Living here in Florida, I tell my new friends it’s crowded, especially compared to Wyoming. But I hear the waves breaking at night, and that remains unchanged.
MS Copilot is not wrong but it's bland is it not? It just doesn’t get some things. Surprisingly, it does get other things. I thought about breaking up my big block of type into separate paragraphs. Copilot detected the change and did exactly that. AI scares me a bit. There are times, usually late at night when I am writing things down, when I wonder why I write at all. Really, why?
President Biden signed the "Jackie Robinson Ballpark National Commemorative Act" on Saturday. It designates Daytona Beach's 110-year-old Jackie Robinson Ballpark as a commemorative site and "makes it a part of the African American Civil Rights Network," according to a story in Monday morning's Daytona Beach News-Journal.
The article caught my eye because it was headed by a big photo of the ballpark's statue of Jackie Robinson handing a baseball to two young fans. Robinson's jersey said "Royals." This isn't news to locals as Robinson first played here for the Triple-A Montreal Royals on March 17, 1946. That was more than a year before his April 15, 1947, MLB debut with the Brooklyn Dodgers.
Robinson is celebrated every April 15 on his namesake day at every MLB park. He is in the Baseball Hall of Fame. He broke every record worth breaking. He died way too young in 1972. He's idolized by millions.
But the 1940s were no picnic for a black big-league ballplayer. He was all alone in Daytona and Brooklyn and every ballpark he played in. He got death threats and hate mail. He was yelled at by hateful whites. Some players refused to play with him.
It was hell playing in Brooklyn, Cleveland, and Chicago. Imagine how hard it was to play in Deep South Daytona. Some will say that a beach town in Florida was different, say, than Selma or Little Rock. There was prejudice but it was a more laid-back wastin'-away-in-Margaritaville kind of racism. But it was in the air and on the ground. And in some dark hearts.
When my family moved to Daytona in 1964, blacks were not permitted on the beachside after dark. They had their own beach named for the Bethune family of educators, a family so esteemed there is a college named in their honor and Mary McCloud Bethune's statue was installed in 2022 in the Florida display in Statuary Hall in the U.S. Capitol Building, the first statue of an African-American in that hall. Many whites in Daytona called Bethune Beach "N-words Beach." The first black surfer I surfed with appeared at our beach in 1969. Coaches at my Catholic high school recruited black players for our football and basketball teams which made us the only integrated high school among the four in Daytona (the rest weren't integrated until the 1970s).
But worse things happened in this part of Florida:
From a "Freedom Never Dies" special on WUCF, a PBS station at University of Central Florida in Orlando:
By 1930, four thousand blacks had been lynched nationwide by white mobs, vigilantes, or the Klan. Most of these occurred in the Deep South, many with law enforcement complicity. And while Alabama and Mississippi had more total lynchings, it was Florida, surprisingly, that had the highest per capita rate of lynching from 1900-1930.

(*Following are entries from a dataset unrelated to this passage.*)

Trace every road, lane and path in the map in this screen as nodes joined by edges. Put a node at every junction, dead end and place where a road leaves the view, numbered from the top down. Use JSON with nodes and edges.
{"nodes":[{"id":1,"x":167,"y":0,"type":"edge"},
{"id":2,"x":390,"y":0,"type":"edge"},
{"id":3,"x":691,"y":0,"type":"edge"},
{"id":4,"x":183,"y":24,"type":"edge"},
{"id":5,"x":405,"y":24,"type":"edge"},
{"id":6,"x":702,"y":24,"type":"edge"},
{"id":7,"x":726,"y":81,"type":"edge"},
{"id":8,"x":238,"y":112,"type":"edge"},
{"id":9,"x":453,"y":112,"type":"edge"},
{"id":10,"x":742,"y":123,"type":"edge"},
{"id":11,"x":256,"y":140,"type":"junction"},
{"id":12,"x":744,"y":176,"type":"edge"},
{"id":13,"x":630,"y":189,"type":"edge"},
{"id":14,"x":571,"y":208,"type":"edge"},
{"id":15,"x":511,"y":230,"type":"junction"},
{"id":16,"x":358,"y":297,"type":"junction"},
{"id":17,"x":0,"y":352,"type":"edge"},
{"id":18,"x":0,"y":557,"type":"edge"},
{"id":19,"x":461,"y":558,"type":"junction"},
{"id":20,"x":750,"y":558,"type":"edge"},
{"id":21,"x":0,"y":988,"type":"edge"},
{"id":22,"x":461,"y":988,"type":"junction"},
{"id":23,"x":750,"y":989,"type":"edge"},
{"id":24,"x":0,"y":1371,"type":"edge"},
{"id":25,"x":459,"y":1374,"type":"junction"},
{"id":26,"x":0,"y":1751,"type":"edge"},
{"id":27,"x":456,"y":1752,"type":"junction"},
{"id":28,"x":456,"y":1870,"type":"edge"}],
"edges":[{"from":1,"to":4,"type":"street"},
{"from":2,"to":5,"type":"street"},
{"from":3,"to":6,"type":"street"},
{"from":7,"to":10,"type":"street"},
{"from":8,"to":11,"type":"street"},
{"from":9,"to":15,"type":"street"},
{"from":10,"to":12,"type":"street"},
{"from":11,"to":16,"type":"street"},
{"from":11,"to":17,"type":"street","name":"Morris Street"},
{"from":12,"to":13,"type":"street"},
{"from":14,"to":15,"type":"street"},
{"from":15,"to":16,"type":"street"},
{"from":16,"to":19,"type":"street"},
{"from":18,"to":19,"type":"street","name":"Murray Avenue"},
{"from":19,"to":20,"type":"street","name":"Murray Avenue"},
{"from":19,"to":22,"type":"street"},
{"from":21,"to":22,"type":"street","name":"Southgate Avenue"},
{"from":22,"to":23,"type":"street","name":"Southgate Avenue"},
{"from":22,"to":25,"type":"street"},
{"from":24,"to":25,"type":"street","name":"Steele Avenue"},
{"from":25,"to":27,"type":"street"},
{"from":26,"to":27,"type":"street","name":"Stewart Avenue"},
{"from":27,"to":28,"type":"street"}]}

"Freedom Never Dies: The Legacy of Harry T. Moore" documentary debuted on PBS stations nationwide 24 years ago Jan. 12. Ossie Davis and Ruby Dee narrated. Sweet Honey In The Rock and Toshi Reagon performed original music. Here's some background information from the WUCF web site:
Combining Murder Mystery, Incisive Biography and an Eye-Opening Portrait of Jim Crow Florida, "Freedom Never Dies" Sheds New Light on one of America's Earliest and Most Fearless Fighters for Civil Rights.
In 1951 after celebrating Christmas Day, civil rights activist Harry T. Moore and his wife Harriette retired to bed in their white frame house tucked inside a small orange grove in Mims, Florida [Mims is in north Brevard County, a 45-minute drive from Jackie Robinson Ballpark]. Ten minutes later, a bomb shattered their house, their lives and any notions that the south's post-war transition to racial equality would be a smooth one. Harry Moore died on the way to the hospital; his wife died nine days later.

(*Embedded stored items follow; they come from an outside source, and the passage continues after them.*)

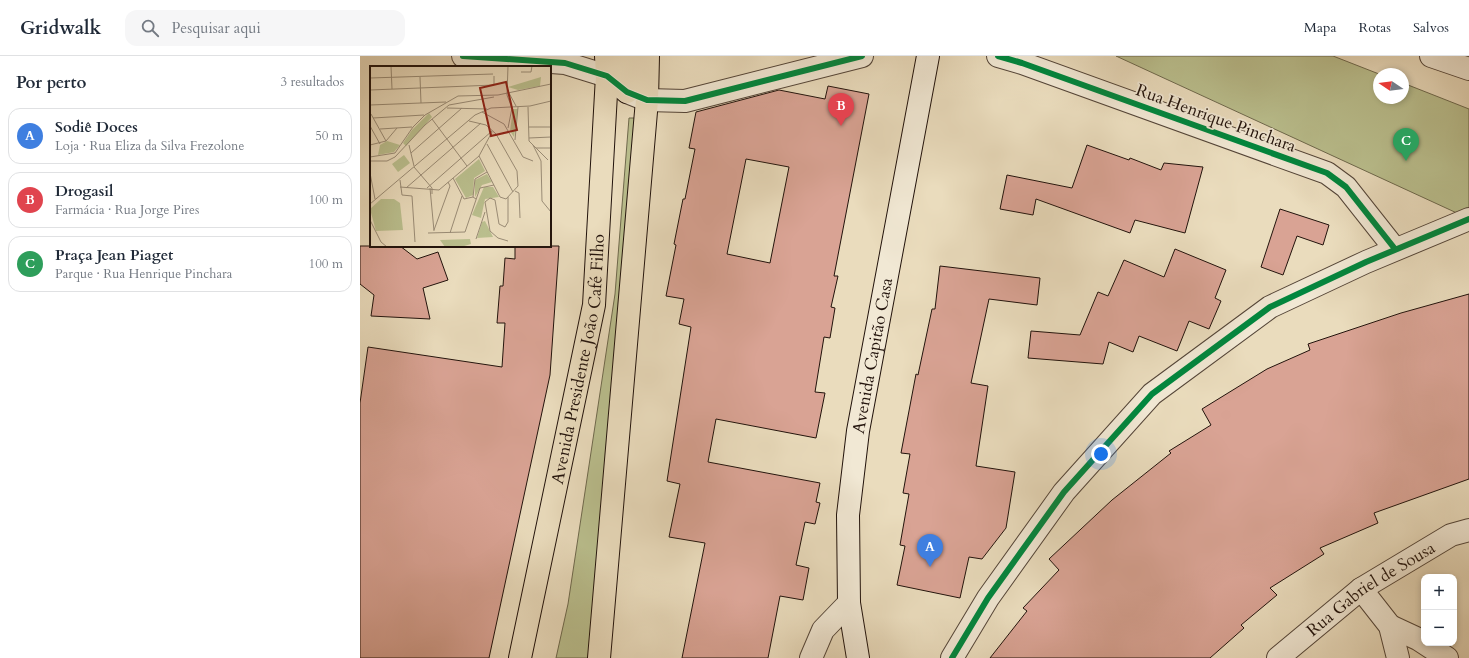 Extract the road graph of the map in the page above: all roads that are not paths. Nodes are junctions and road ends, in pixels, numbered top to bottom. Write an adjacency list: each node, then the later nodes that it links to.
1 (463, 56): 8 (street)
2 (626, 56): 11 (main road)
3 (648, 56): 11 (main road)
4 (862, 56): 11 (street)
5 (928, 56): 16 (street, Avenida Capitão Casa)
6 (998, 56): 13 (street, Rua Henrique Pinchara)
7 (1431, 56): 10 (street)
8 (575, 59): 9 (street)
9 (606, 66): 11 (street); 18 (main road, Avenida Presidente João Café Filho)
10 (1469, 69)
11 (637, 96): 19 (main road)
12 (1469, 219): 13 (street)
13 (1395, 249): 22 (street)
14 (1469, 530): 15 (street, Rua Gabriel de Sousa)
15 (1361, 589): 17 (street); 23 (street, Rua Gabriel de Sousa)
16 (849, 603): 20 (street); 21 (street, Avenida Capitão Casa)
17 (1390, 626): 24 (street); 25 (street)
18 (520, 658)
19 (599, 658)
20 (811, 658)
21 (858, 658)
22 (952, 658)
23 (1278, 658)
24 (1398, 658)
25 (1447, 658)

"Freedom Never Dies: The Legacy of Harry T. Moore" explores the life and times of this enigmatic leader, a distinguished school teacher whose passionate crusade for equal rights could not be discouraged by either the white power structure or the more cautious factions of his own movement. Although Moore's assassination was an international cause celebre in 1951, it was overshadowed by following events and eventually almost forgotten.
"Freedom Never Dies: The Legacy of Harry T. Moore" produced by The Documentary Institute, restores Moore to his rightful place in the Civil Rights saga.
They are tiny figures on the outside sandbar, straddling their surfboards, heads bobbing up with each oncoming wave, and then obscured again behind the froth.
I know how it feels, this waiting. It’s not like other
kinds of waiting, waiting for a traffic light to turn, waiting in the grocery
store line, waiting for school day’s final bell.
It’s waiting for the future, waiting to see the heft of the
wave, the promise of the day’s best ride as the sea moves beneath your board
and lifts you up and it’s up to you to see where you go and what you do
And sometimes it’s a bubbling brute of whitewater that
pushes you off the board and into the drink and depending on the wave size, how
much time you spend cartwheeling until you emerge to find your board.
These young surfers out there today, they wear leashes and
their boards spin with them and sometimes into them.
In the 1960s, the boards were bigger and unleashed, could
whack you good if close enough, the skeg or fin a sharp knife that can leave a
mark.
My surf life was short, a high school thing that I left
behind in my twenties and I don’t know why.
Some of today’s surfers will be out on the waves in twenty
years – remember how young you were at 37, half my age now? At 17, 37 is
forever years away, 74 is so far down the line that it doesn’t exist except among
those old people who clog the roads as you speed to the beach before the waves
get blown out.
Age beached me. I can’t walk. I can swim with a floatation
device. I can get to the beach by car and use my walker to get to the water,
let it lick my toes, take me back to 1967 when a December day with waves was good
enough but not as glorious as a July day with surf and 80-degree water and my
fellow surfers surround me and I spy my girlfriend pull up and park and she
waves and I return the wave and feel as if I will live forever this way, a
young man in the ocean, just waiting for the next wave.
WELCOME TO 7,220 FEET.
That's a huge sign on UW's War Memorial Stadium. It's meant to psyche-out teams visiting from lower altitudes, which is any NCAA Division 1 school.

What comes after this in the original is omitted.